Former U.N. chief Ban heads IOC ethics amid ongoing probes

LIMA (Reuters) - Former U.N. Secretary General Ban Ki-moon was elected head of the International Olympic Committee’s ethics commission on Thursday as the Olympic body battles to improve its image amid a string of corruption cases involving senior members.

Newly elected head of the International Olympic Committee's ethics commission, former UN Secretary-General Ban Ki-moon speaks during the 131st IOC session in Lima, Peru, September 14, 2017. REUTERS/Guadalupe Pardo

Ban, who had close ties with the IOC during his time as U.N. head from 2007-2106, was elected on a four-year term at a meeting in Lima and succeeds Senegal’s Youssoupha Ndiaye.

“Ethics is essential to the success of any organization,” Ban told the IOC session in a brief address which did not touch upon any specific cases.

“That is why I did everything possible to strengthen the culture of ethics in the United Nations. I tried to lead by example.”

The South Korean has his work cut out with the IOC being criticized for not acting fast enough in several cases of its members in recent months.

The head of the 2016 Rio de Janeiro Olympics and former IOC member Carlos Nuzman, now an honorary member, is being investigated for corruption in an alleged votes-for-cash scheme to get the Games to Brazil.

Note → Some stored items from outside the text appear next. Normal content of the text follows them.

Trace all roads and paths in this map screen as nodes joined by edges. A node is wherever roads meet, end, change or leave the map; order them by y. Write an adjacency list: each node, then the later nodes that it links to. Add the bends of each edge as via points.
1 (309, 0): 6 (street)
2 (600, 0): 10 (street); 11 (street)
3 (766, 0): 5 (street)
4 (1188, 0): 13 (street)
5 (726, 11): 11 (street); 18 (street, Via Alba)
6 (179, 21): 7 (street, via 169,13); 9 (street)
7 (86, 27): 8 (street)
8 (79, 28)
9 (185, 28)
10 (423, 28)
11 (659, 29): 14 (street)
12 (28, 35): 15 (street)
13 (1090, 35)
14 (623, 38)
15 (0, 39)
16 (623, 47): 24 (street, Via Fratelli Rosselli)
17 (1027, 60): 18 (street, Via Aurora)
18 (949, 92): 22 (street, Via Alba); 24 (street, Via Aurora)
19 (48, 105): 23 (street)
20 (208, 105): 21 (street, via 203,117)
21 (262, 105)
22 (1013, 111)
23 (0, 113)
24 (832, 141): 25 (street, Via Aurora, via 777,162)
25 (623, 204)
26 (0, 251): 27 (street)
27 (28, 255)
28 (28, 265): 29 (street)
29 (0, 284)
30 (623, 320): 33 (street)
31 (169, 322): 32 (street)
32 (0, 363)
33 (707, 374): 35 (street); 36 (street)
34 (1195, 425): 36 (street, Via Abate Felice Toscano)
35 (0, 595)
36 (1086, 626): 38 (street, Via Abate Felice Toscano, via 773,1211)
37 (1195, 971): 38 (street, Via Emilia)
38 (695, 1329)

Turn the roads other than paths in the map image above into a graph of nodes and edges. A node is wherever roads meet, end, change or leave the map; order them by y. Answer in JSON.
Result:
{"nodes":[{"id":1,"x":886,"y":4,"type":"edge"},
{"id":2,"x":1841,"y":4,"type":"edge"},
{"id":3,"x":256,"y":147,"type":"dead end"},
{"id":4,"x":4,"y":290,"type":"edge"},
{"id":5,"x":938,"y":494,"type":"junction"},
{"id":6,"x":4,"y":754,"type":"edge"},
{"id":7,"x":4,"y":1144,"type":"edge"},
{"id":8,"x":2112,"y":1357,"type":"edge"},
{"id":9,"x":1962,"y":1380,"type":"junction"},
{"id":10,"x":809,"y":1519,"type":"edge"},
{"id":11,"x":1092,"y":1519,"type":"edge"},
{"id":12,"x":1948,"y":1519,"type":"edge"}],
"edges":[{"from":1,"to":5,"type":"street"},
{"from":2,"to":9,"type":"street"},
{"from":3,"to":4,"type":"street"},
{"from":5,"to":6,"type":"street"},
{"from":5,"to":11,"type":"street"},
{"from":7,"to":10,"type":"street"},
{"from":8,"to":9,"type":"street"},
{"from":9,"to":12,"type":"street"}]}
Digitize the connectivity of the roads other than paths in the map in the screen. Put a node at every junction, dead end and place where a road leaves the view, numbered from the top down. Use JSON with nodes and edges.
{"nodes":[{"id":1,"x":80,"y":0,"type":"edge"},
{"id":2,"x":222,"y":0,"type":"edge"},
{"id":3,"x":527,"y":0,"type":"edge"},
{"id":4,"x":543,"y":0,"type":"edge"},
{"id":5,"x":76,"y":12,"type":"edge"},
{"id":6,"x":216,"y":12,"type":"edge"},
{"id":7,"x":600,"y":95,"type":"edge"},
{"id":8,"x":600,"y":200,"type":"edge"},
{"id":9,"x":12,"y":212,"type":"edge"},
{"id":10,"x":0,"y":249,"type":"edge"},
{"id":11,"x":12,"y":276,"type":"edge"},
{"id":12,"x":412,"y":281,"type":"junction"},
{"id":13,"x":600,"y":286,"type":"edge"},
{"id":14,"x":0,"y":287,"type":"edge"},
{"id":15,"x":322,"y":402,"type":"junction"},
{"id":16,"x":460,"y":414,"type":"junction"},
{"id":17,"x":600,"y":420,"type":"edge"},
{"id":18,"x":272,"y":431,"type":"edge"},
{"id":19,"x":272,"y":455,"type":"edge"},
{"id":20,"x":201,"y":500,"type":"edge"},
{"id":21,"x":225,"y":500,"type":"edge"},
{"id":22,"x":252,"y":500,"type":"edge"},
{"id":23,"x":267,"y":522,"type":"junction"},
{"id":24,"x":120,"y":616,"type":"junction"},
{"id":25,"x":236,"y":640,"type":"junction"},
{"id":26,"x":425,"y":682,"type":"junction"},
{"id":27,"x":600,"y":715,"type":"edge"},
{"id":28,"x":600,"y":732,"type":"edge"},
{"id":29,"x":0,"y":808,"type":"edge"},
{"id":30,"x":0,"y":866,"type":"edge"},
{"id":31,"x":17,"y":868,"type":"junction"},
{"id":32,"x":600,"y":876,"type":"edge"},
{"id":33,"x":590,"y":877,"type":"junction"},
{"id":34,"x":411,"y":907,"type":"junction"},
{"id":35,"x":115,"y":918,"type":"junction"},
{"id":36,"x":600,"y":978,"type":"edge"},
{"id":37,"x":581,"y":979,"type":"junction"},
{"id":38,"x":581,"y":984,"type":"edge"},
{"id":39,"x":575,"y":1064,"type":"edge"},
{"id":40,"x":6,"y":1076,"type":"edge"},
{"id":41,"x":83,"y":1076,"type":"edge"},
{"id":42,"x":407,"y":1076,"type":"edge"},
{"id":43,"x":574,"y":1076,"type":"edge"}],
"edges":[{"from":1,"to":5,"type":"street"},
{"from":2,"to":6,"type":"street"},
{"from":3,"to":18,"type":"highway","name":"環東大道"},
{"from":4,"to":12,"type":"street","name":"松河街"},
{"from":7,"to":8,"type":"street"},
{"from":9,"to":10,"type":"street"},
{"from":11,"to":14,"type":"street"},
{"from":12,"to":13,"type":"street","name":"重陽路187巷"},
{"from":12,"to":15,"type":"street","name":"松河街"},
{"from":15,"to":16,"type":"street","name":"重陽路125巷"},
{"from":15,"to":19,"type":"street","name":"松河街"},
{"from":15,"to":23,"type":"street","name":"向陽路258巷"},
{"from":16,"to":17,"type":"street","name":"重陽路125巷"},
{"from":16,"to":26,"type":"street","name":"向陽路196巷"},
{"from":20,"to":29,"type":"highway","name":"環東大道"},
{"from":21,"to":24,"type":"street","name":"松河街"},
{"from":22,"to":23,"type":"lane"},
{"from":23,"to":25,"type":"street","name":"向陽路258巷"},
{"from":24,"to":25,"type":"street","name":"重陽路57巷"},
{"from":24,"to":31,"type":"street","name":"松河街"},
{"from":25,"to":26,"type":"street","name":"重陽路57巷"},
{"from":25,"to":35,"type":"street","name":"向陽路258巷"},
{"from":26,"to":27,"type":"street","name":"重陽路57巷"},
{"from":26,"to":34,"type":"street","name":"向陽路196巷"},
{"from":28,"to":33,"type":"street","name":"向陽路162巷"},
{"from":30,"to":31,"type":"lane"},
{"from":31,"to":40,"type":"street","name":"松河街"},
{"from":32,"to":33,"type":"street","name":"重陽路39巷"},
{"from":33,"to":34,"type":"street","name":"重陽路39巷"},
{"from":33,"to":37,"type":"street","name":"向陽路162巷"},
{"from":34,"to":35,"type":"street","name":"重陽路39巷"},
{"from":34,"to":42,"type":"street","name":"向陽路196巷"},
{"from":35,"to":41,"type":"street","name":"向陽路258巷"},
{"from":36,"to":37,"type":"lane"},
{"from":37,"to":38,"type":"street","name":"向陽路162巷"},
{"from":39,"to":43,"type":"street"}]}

Brazilian police raided his home recently and found cash and a Russian passport. He has denied any wrongdoing.

Nuzman has yet to be suspended by the IOC, even temporarily pending the investigation, though the Olympic body has asked Brazilian authorities for more information.

Irish long-time IOC member Patrick Hickey was arrested during the Rio Olympics in relation to a ticket scandal but he has not yet been thrown out of the IOC and remains a “self-suspended” member. He has vehemently denied doing anything wrong.

Fellow IOC member, Kuwait’s Sheikh Ahmad Al-Fahad Al-Sabah has missed several key IOC meetings in recent months after not being named but referenced in U.S. Court documents as being involved in a bribery case of world soccer’s governing body FIFA.

The IOC has not commented on his absence even though Sheikh Ahmad, who stepped down from all his posts in world football, heads the IOC’s $509-million Olympic Solidarity commission and chairs the Association of National Olympic Committees.